I just took a quick glance at your board, and see a few issues:

• Verify your power jack doesn’t have a step on the bottom. If it does, you may need to move it closer to the left edge

• The holes for the jack seem rather small

• Power and ground traces should be short and wide, or use a ground pour to reduce impedance. I would use a top-side pour with cutouts for the radio here

• Traces are run within the keepouts of the mounting holes. They may contact a screw head or be damaged by mounting posts

• 24V input is short-circuited by the trace that runs from the power connector, through the tab of IC2, to IC1. Note that the tab of IC2 is connected internally to pin 2, so it is grounded

• Some backside traces are very close to each other; make sure you are not violating the minimum spacing of your board house

• Likewise, verify the minimum spacing between vias and pads

• Look at the data sheet for IC1 and follow their recommended layout and copper pours. Switchers can be tricky to lay out correctly

• Should the LEDs be closer to the right edge of the board? Should they line up? You may want to rotate them 90 degrees if you will bend them over and have them poke out the right side wall

• You have traces under the antenna end of the radio module. Is that allowed? Are there any keepouts specified?

• Ember Zigbee chips can draw large slugs of current when they wake up. I’d add some bulk capacitance near the radio (I use 100uF and 1mH on my latest design)

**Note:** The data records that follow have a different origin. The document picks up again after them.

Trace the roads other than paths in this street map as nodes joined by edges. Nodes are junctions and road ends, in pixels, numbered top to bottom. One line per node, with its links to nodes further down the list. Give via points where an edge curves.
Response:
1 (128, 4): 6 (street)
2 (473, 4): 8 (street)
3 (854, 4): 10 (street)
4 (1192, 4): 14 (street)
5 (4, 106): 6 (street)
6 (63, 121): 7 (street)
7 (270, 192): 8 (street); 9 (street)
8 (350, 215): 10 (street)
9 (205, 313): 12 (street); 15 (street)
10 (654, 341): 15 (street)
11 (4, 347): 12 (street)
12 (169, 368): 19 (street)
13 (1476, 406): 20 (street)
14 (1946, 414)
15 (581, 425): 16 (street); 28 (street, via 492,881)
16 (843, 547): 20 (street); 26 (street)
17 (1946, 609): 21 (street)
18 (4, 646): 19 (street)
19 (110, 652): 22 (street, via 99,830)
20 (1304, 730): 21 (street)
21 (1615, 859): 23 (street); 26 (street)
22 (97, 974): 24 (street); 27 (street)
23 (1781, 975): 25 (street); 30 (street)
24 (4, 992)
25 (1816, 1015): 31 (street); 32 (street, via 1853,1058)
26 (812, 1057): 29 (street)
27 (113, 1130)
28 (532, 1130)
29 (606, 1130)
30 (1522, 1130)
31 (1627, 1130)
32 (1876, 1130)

• Bypass capacitors MUST be located right next to the Vcc pin they are bypassing. Best layout is trace → cap → pin

• The schematic is missing part types for IC2 and IC3

• There are vias under the metal bracket for X1. These will short out to the connector

• Traditionally, connector reference designators start with P or J, not X. Crystals and resonators start with X, not Q (which is used for transistors)

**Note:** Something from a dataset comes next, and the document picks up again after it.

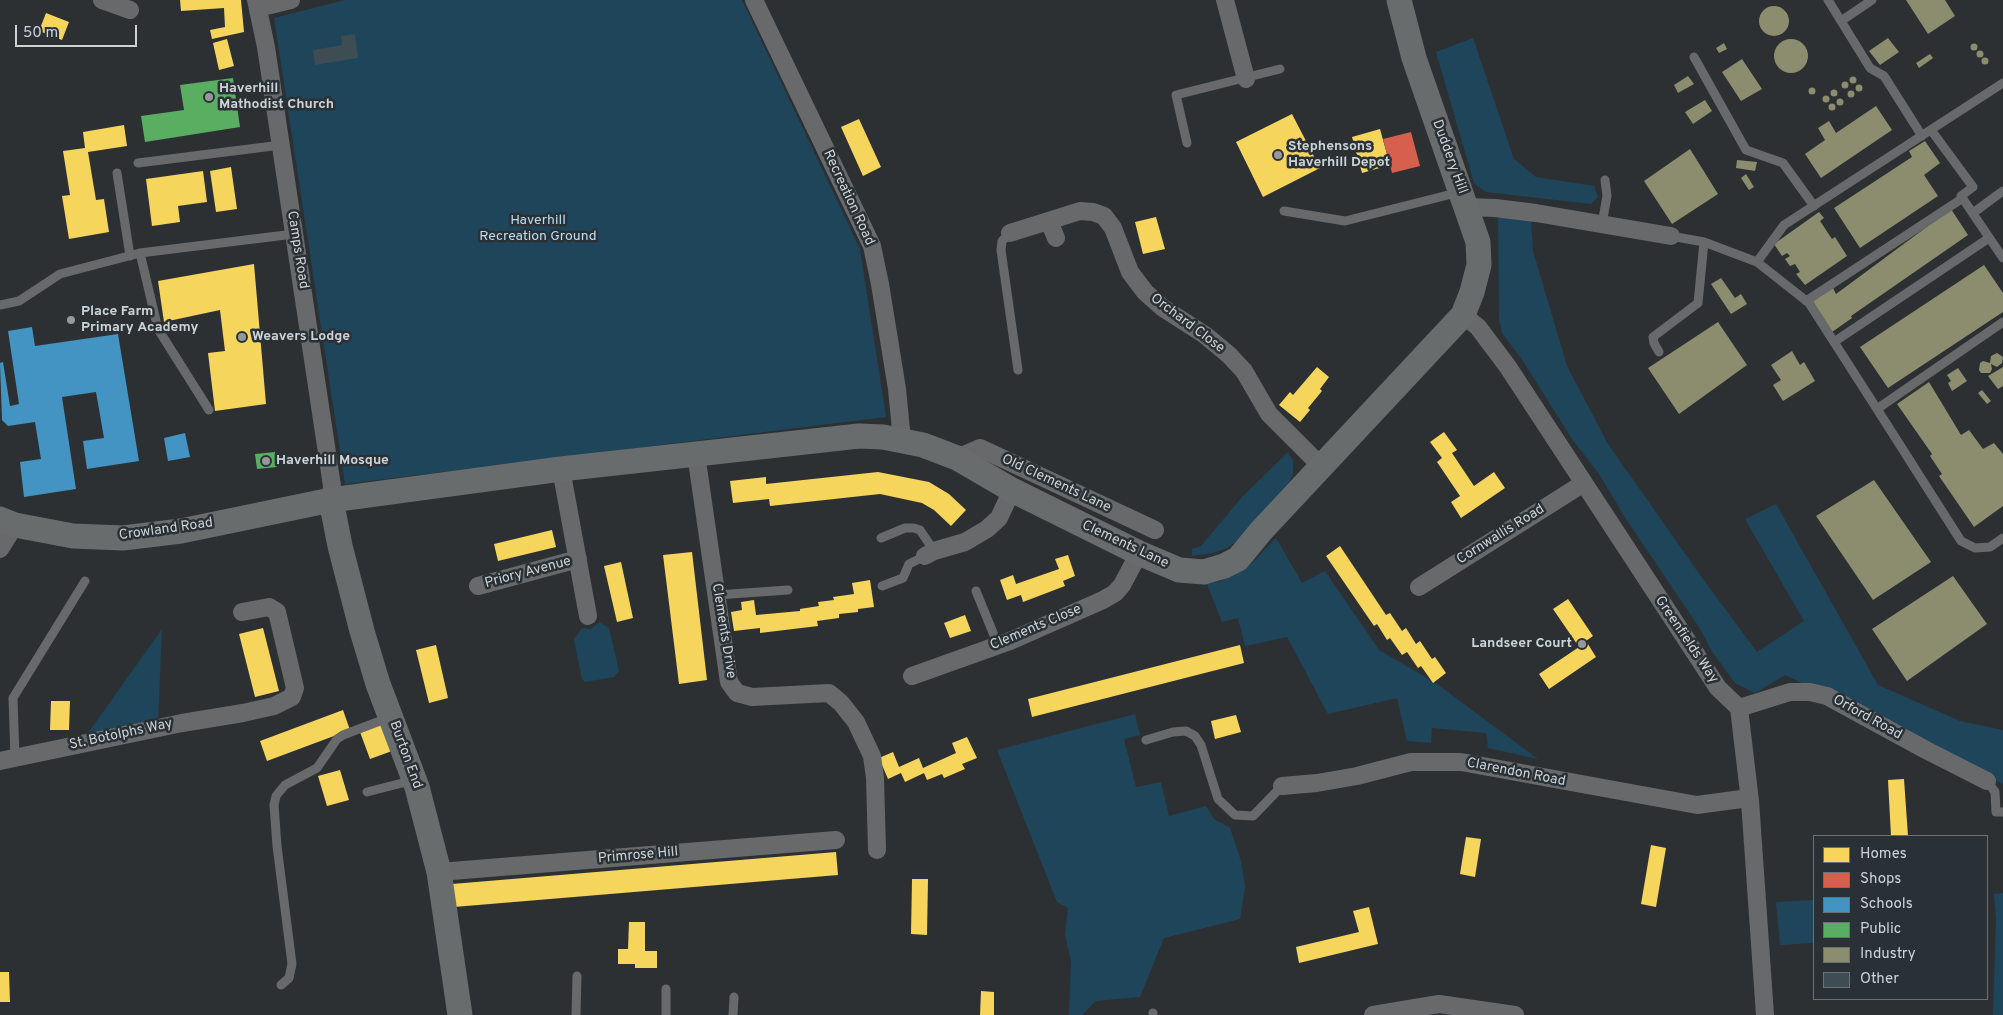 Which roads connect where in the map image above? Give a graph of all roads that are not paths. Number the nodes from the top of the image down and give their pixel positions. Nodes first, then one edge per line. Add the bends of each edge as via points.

• Traces should connect to pads straight on, not forming acute angles, which can form acid traps. For the SOIC, I’d run the trace straight out the short end. There’s not enough space to come out the side

/mike

I also would recommend using File>Export>Image to take images of your design. Use the DPI setting to get a high resolution image so we can see details.

Hi all,

Thanks for the replies especially n1st. Having read the replies this I’ve made some changes:

I’ve re-positioned some components as I wanted to ensure traces connect to pads straight on/symmetrically, not forming acute angles. I understand this can cause an acid trap problem.

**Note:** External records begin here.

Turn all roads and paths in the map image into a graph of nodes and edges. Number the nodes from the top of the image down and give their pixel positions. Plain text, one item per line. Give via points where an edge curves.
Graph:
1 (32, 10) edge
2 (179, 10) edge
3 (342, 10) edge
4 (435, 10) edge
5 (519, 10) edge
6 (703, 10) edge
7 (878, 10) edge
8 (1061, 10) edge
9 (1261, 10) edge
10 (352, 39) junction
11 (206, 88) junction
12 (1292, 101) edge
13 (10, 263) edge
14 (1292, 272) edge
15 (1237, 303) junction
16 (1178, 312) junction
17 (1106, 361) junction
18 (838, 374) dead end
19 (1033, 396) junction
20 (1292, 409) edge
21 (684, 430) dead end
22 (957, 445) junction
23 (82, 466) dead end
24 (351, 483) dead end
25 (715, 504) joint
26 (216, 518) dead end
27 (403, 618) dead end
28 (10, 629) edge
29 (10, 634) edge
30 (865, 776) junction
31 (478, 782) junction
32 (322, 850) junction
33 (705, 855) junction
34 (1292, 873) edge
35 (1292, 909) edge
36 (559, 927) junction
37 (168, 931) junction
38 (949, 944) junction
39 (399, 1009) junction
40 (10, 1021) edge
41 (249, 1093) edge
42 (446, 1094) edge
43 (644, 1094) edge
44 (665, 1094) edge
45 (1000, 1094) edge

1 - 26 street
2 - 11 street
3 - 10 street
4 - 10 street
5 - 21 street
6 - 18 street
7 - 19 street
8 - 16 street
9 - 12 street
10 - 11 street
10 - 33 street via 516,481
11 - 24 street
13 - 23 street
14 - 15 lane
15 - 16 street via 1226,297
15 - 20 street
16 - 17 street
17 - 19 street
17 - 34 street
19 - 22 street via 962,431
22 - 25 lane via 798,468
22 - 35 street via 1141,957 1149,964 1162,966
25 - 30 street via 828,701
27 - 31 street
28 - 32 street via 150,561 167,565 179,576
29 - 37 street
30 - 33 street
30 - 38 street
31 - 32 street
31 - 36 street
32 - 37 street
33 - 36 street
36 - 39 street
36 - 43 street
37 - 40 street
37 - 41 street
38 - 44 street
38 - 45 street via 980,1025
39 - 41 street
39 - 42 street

I’ve eliminated the top ground plane leaving the bottom ground plane which I have brought inward with a margin of around 60mil.

I tried keeping the ground plane free of traces.

I’ve done my best to run the traces outside the keepouts of the mounting holes.

I’ve ensured I’ve adhered to the minimum spacing between traces as there were some backside traces which were too close.

With regards to component placement, I reviewed once more the recommended layout for the switching regulator and 3.3V regulator sub-circuits.

I’ve lined up the LEDs closer to the right edge of the board.

Removed traces under the zigbee module especially the antenna end.

Relocating the decoupling capacitors closer to the Vcc pins.

Removing vias under the metal bracket of the 15 pin connector.

I’ve attached my files and had a look at the gerbers using using Viewmate which has been quite enlightening. Do you reckon I’ve still got any return path issues? As per my board house I had some.

Regards,

Alex.

I went over the schematic and board, and made some changes. On the board, I moved the voltage regulators a bit, and a few caps, but let everything else alone. I didn’t re-do the crystal layout, nor the placement for the LEDs. I didn’t want to put too much time into improving the board. However, I put copper planes on both sides, which are connected to ground. I’ve included plenty of ground vias, as well. There is a 40-mil space between copper and the edge of the board. If you need more room, you may have to move some parts.

After reading the ETRX357HR datasheet, I removed copper from the left side of the part. Look at tRestrict and bRestrict to see what I’ve done. BTW, There may be a problem with the upper right screw head touching the 15-pin connector, but I left those alone. To see if parts fit well, without any interference (especially around holes), print the board actual size and place the parts on the printout.